Free Support Forum - aspose.com

Encode

Hi again,

I have a doubt about the encoding of aspose. I’m reading a word document with aspose, and then I’m creating a xml files with data. But my doubt is that when I read the data in word document, I don’t know if the getText() method return the data with determinate encode (UTF-8…), or I can specify the enconde.

Thanks in advance, Irene.

Hi Irene,


Thanks for your inquiry.

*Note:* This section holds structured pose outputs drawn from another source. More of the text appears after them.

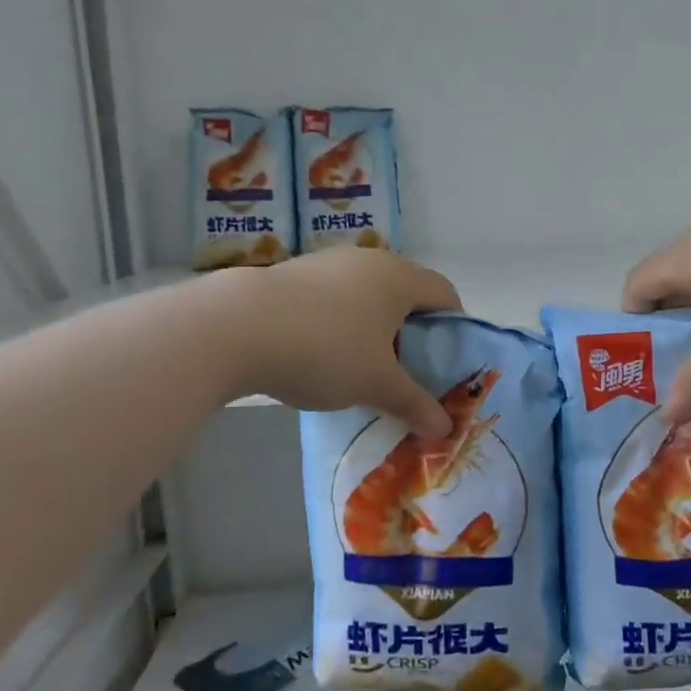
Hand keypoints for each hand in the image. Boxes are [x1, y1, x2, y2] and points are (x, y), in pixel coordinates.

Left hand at [237, 249, 462, 436]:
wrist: (235, 328)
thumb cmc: (326, 350)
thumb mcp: (376, 384)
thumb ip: (414, 403)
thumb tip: (445, 429)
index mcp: (399, 278)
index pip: (445, 294)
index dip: (454, 327)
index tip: (447, 362)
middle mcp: (369, 261)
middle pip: (407, 294)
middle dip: (413, 332)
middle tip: (408, 372)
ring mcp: (328, 264)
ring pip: (368, 296)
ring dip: (374, 329)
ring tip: (362, 368)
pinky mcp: (294, 274)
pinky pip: (334, 299)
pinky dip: (341, 324)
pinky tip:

Yes, by default the encoding is UTF-8. You can also specify the encoding to use when exporting in plain text format by using TxtSaveOptions.setEncoding method:
http://www.aspose.com/docs/display/wordsjava/TxtSaveOptions

Best Regards,

Hi,

Thanks for your answer, but I have two problems with the format, I write in XML file with UTF-8 encode, but the characters like --> …, not is reconigse.

For other hand I have images in format WMF, and this format I want save like png, but when I open the image don’t recognise the format.

Thanks in advance, Irene.

Hi
Irene,


Thanks for your inquiry. Could you please attach your input Word documents, you’re getting this problem with, here for testing? Also, please share the code to reproduce the same problems on my side. I will investigate the issue further and provide you more information.

Best Regards,

Hi!

Sorry for delay, I attached the doc with a example.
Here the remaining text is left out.